Upgrading Ely is crucial to unlocking freight capacity in the East
Although the railways are often seen as a Victorian invention, the first commercial railways began under the reign of William IV. Indeed, it was his Consort, Queen Adelaide, who had the first Royal Railway carriage built for her. Adelaide, famously, gave her name to the eponymous city in Australia but, less well known is the tiny hamlet of Queen Adelaide in Cambridgeshire, just a mile and a half to the northeast of Ely. Today it is the location of Ely North Junction.
The junctions at Ely are a notorious bottleneck on the UK network. To the south lies the City of Cambridge, with a growing commuter catchment. To the north, services to Birmingham, Kings Lynn and Norwich divide in their respective directions at Ely North Junction and there are ambitions to increase the frequency of services on all three routes. The routes to Lynn and Norwich approach the junction by first combining into a ‘single lead’, limiting capacity. All have been the focus of campaigning by the group Railfuture which also supports the need to increase capacity for freight.

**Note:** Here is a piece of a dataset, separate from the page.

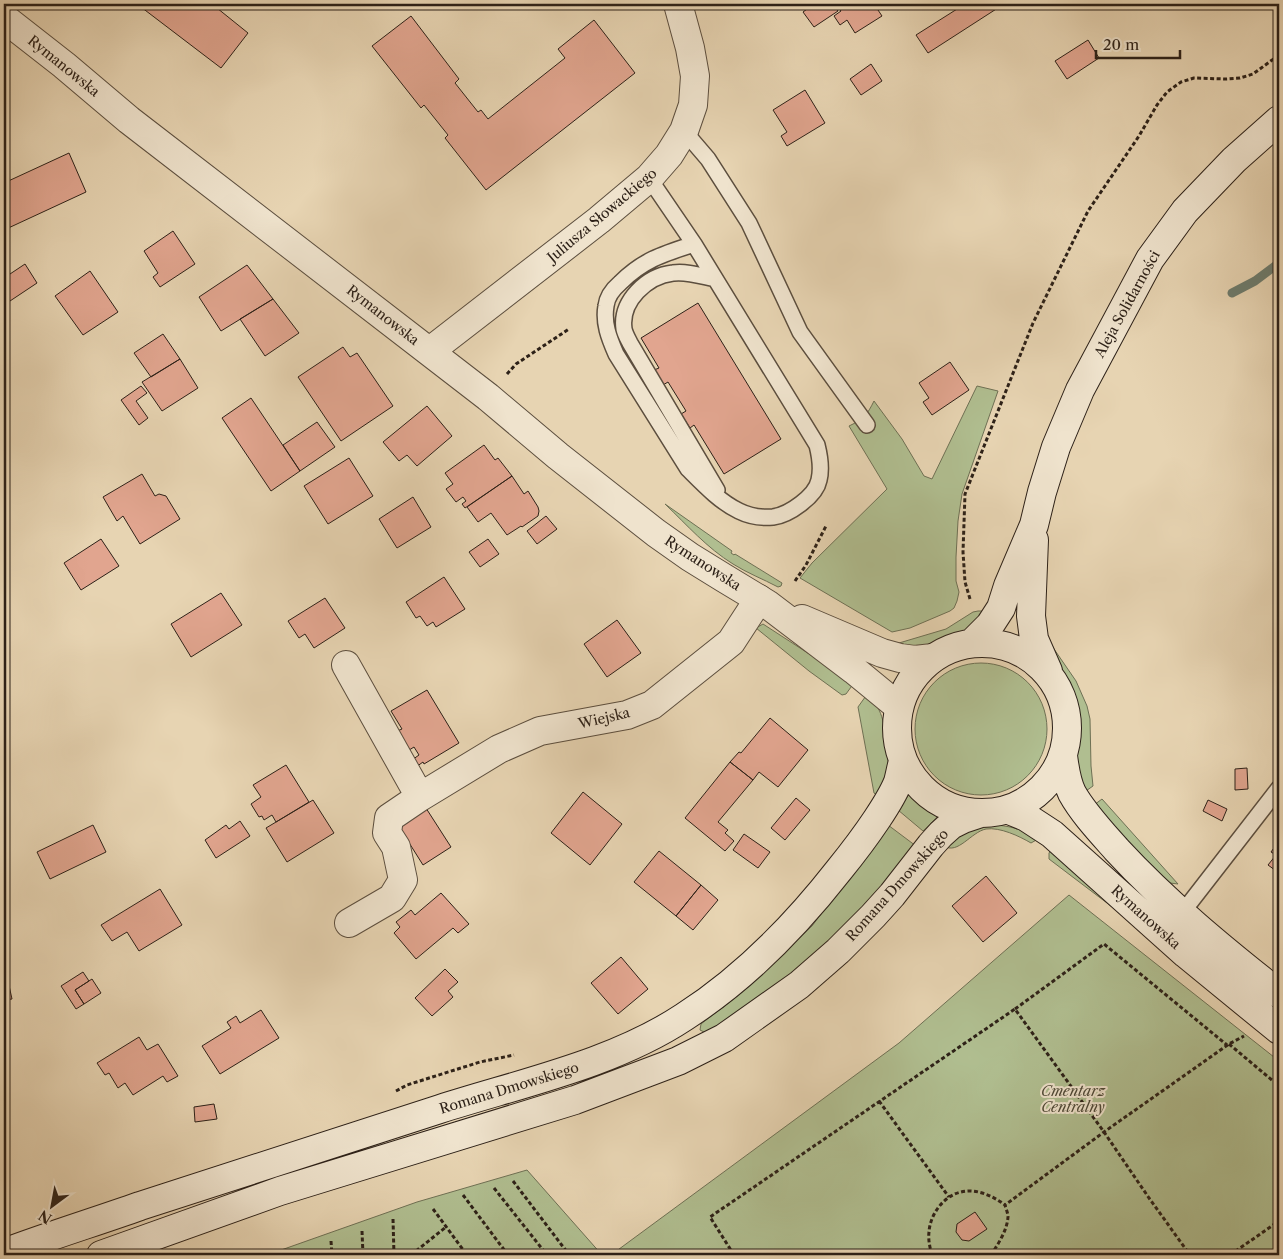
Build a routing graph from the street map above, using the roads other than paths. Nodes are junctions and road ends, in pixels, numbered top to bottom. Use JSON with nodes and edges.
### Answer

The problem for freight is that Ely also lies on the main Felixstowe to the Midlands and North strategic freight route. The location of Felixstowe on the main shipping routes from east Asia to the main European ports makes it a prime destination for shipping containers bound for the UK to be offloaded. Many of these are then transported to the Midlands and North but only a proportion of these go by rail due to the capacity constraints at Ely. Works to improve capacity will involve replacing level crossings and also replacing two rail bridges, currently the subject of permanent speed restrictions, also constraining the flow of freight.
Freight from Felixstowe approaches Ely from the southeast and must cross the paths of other services in order to continue to the North-West. On its way from Felixstowe, it must also negotiate another ‘single lead’ junction at Haughley, north of Stowmarket on the Great Eastern Mainline. This too requires replacement. The line out of Felixstowe itself, following recent improvements at both Ipswich and Felixstowe, can take 48 trains per day in each direction. But of these, only 38 can run until capacity is improved at Ely and Haughley, the rest go by road!
The approach to Ely from Soham is another constraint that will eventually need tackling, being a single line for about 5 miles. Proposals to double this line have been around since 1947, ten years before the invention of the shipping container! Work was almost about to start on this section until it was shelved under the ‘Hendy Review’ in 2015.
The immediate priority however is the junctions at Ely and Haughley. They have the backing of MPs, County and District Councils, The Cambridge and Peterborough Combined Authority and four Sub National Transport Bodies in England and Transport Scotland. They were the main focal point of Transport East’s State of Rail in the East report, launched in the Houses of Parliament on 28th February. Development work has already been undertaken but waits on the Treasury and the Department of Transport to move to the next stage of the investment pipeline.